III. QUELQUES GRANDS DOSSIERS INTERNATIONAUX

On constate une certaine continuité dans la voie néo-pragmatique que j'évoquais tout à l'heure. Alors que les grandes négociations multilatérales sont reportées à 1999 et que les initiatives régionales ne sont plus à la mode, on pourrait croire qu'il n'y a plus de politique commerciale américaine. On verra, au travers de cinq grands dossiers que l'Administration Clinton aura à traiter, que cela est tout à fait erroné.

Le premier point important est l'attitude que l'Amérique adoptera vis-à-vis de l'OMC et l'utilisation qu'elle en fera. Certaines initiatives récentes, comme la loi Helms-Burton, pourraient laisser croire que les États-Unis cherchent à fragiliser l'OMC. Mon opinion est que l'exécutif américain veut jouer la carte de l'OMC et du règlement des différends par son entremise, comme le démontrent plusieurs exemples récents, notamment le nombre des panels acceptés par les Américains. L'OMC est probablement l'enceinte-clé pour les Américains : elle leur permet de faire avancer le dossier des télécommunications, de la baisse des tarifs sur les industries et produits des technologies de l'information, lesquels constituent des éléments centraux de la stratégie américaine. Or ce n'est pas tant avec l'Europe que ces accords, portant sur les télécommunications, les technologies de l'information ou même les services financiers seront importants, mais avec les pays émergents, notamment ceux d'Asie. Il est clair que l'enceinte de l'OMC est celle qui se prête le mieux à la préparation de ces accords, avec l'appui de l'Europe. La conférence de Singapour, en décembre prochain, permettra de vérifier cette volonté.

Le dossier chinois est lui aussi exemplaire. Son traitement a démontré que l'administration Clinton, élue sur un programme maximaliste en matière de respect des droits de l'homme en Chine, pouvait temporiser et aboutir à des compromis à la fois acceptables par l'opinion et favorables aux milieux d'affaires américains. Cette attitude se prolongera certainement et débouchera sur un découplage définitif entre les questions des droits de l'homme et de démocratisation, d'une part, et les considérations économiques et commerciales, d'autre part. Ce phénomène ne concernera cependant pas Cuba, l'Iran ou la Libye, pays qui ne peuvent pas, malheureusement pour eux, se prévaloir du même poids économique et commercial que la Chine. Les Américains sont d'ailleurs en accord avec l'Union européenne sur les conditions d'accès de la Chine à l'OMC, qu'il s'agisse des exceptions qui lui seraient consenties ou des engagements qui lui seraient imposés : il s'agit d'un partenaire incontournable mais qui doit cependant être maîtrisé avant qu'il ne devienne un concurrent à part entière.

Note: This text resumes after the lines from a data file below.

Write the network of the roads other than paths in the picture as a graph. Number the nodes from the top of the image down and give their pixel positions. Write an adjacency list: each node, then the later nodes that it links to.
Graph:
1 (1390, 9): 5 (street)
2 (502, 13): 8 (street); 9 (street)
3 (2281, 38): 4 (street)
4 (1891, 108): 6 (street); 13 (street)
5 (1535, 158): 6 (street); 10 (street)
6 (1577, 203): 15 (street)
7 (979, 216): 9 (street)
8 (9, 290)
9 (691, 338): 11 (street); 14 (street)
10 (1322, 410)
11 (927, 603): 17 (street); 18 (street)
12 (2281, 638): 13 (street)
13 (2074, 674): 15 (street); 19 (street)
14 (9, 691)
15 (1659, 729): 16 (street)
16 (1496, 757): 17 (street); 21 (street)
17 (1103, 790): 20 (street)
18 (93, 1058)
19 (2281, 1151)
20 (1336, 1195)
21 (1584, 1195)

Enfin, je conclurai par les grandes initiatives régionales, qui ont enregistré des résultats positifs mais qui ne devraient pas être relancées. Des échéances ont été fixées : les négociations sur le libre-échange des Amériques devraient intervenir dès 2005, une zone de libre-échange est prévue dans la zone Asie-Pacifique en 2010 ou 2020, selon le niveau de développement des pays. Des avancées ont été enregistrées dans le cadre du dialogue transatlantique, en particulier sur l'acceptation mutuelle des normes. Ces phénomènes ne se poursuivront cependant pas, en particulier pour l'Asie et la l'Amérique latine, en raison du trop grand nombre de partenaires et surtout de leurs trop grandes différences de développement. Des accords clairs et équilibrés ne pourront être signés. On en a pris conscience lors de la négociation APEC, au cours de laquelle le Japon et la Malaisie ont fait entendre des voix discordantes. Quant à l'Amérique latine, son intégration est rendue plus difficile par l'avènement et la consolidation de MERCOSUR.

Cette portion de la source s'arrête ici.